Pre-release coverage highlighted the casting of Anjan Dutt and Roopa Ganguly together in the film. Reports also described the film as a story about urban life, the pressure of success and the emotional consequences of social media dependence.

In an interview with Indulge Express, Anjan Dutt said that he plays a retired school teacher in the film and spoke about working with Sengupta on the project.

== Release ==
The official poster of Pratyabartan was reported by The Times of India in April 2026. The film was certified UA 13+ by the Central Board of Film Certification on 28 April 2026 with a certified length of 133.31 minutes. It was released theatrically in Bengali on 1 May 2026.

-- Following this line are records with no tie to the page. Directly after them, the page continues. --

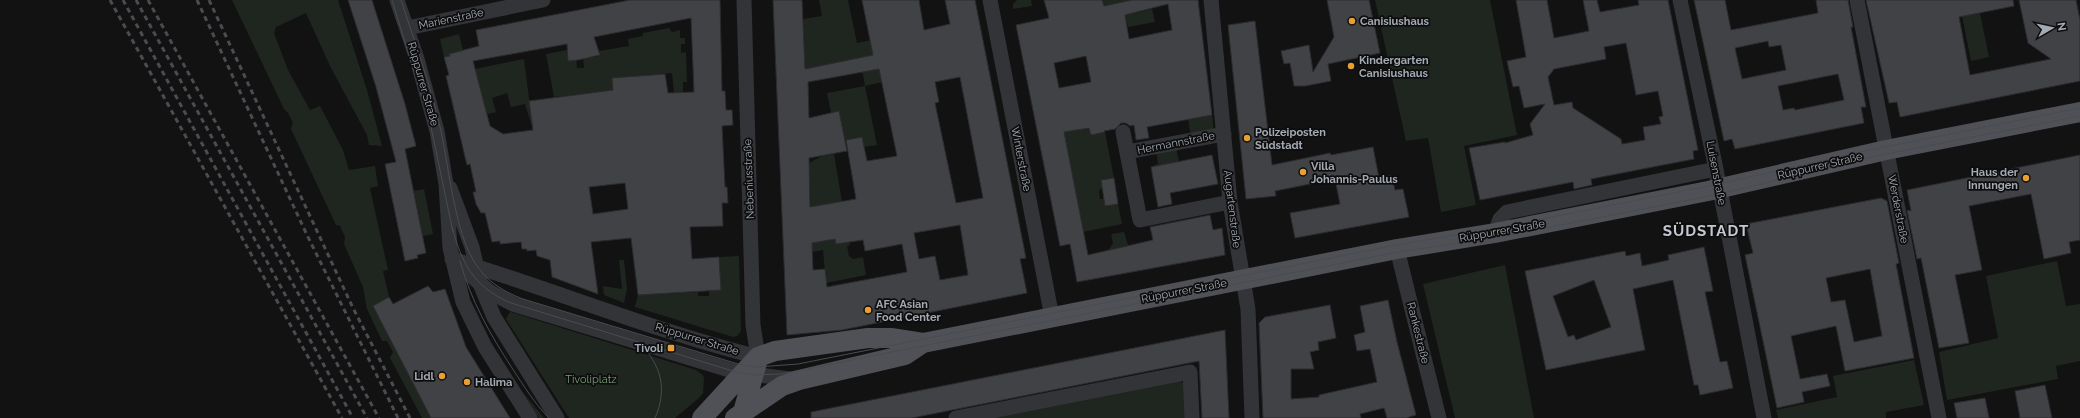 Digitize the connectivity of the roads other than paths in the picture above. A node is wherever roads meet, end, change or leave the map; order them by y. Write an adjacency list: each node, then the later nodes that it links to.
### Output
1 (397, 0): 8 (street, Rüppurrer Straße)
2 (543, 0): 8 (street, Marienstraße)
3 (744, 0): 26 (street, Nebeniusstraße)
4 (990, 0): 24 (street, Winterstraße)
5 (1211, 0): 11 (street, Augartenstraße)
6 (1680, 0): 14 (street, Luisenstraße)
7 (1857, 0): 12 (street, Werderstraße)
8 (407, 28): 15 (street, Rüppurrer Straße)
9 (2080, 112): 12 (main road, Rüppurrer Straße)
10 (1123, 132): 13 (street, Hermannstraße)
11 (1224, 134): 13 (street, Hermannstraße); 17 (street, Augartenstraße)
12 (1886, 150): 16 (main road, Rüppurrer Straße); 37 (street, Werderstraße)
13 (1127, 152): 17 (street, Hermannstraße)
14 (1716, 169): 16 (street, Luisenstraße); 18 (street)
15 (445, 170): 20 (street, Rüppurrer Straße); 21 (street, Rüppurrer Straße)
16 (1720, 189): 18 (main road, Rüppurrer Straße); 36 (street, Luisenstraße)
17 (1230, 202): 22 (street, Augartenstraße)
18 (1495, 233): 19 (main road, Rüppurrer Straße)
19 (1397, 249): 22 (main road, Rüppurrer Straße); 35 (street, Rankestraße)
20 (452, 258): 21 (street, Rüppurrer Straße); 23 (street); 30 (street)
21 (477, 266): 23 (street, Rüppurrer Straße); 26 (street, Rüppurrer Straße)
22 (1242, 279): 24 (main road, Rüppurrer Straße); 34 (street, Augartenstraße)
23 (481, 286): 26 (street); 31 (street)
24 (1052, 317): 25 (main road, Rüppurrer Straße)
25 (923, 343): 26 (main road, Rüppurrer Straße); 27 (main road, Rüppurrer Straße)
26 (751, 368): 27 (street); 28 (main road); 29 (main road)
27 (799, 380): 29 (main road, Rüppurrer Straße)
28 (709, 411): 29 (main road)
29 (741, 416)
30 (530, 418)
31 (557, 418)
32 (956, 418): 33 (street)
33 (1192, 418)
34 (1252, 418)
35 (1439, 418)
36 (1764, 418)
37 (1939, 418)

Around the time of release, The Times of India reported discussion about the film's title and timing because actor Roopa Ganguly was also active in politics. Sengupta said that the film had no political connection and that the title was relevant to the story. The film had a premiere in May 2026, covered by Indulge Express.

== Reception ==
Poorna Banerjee of The Times of India rated the film 3 out of 5 stars. The review described the film as a family drama lifted by strong performances, particularly mentioning Aparajita Adhya and Avipsa "Mishtu" Chatterjee, while criticising the film's rushed subplots, stretched editing and underdeveloped ending.

Swati Chattopadhyay Bhowmik of Sangbad Pratidin wrote that the film addresses a contemporary issue through the loneliness of children and teenagers and their dependence on social media. The review praised the performances, especially that of Avipsa Chatterjee, but criticised aspects of the writing, characterisation and second half, saying that the subject was strong but the story and screenplay weakened the film's impact.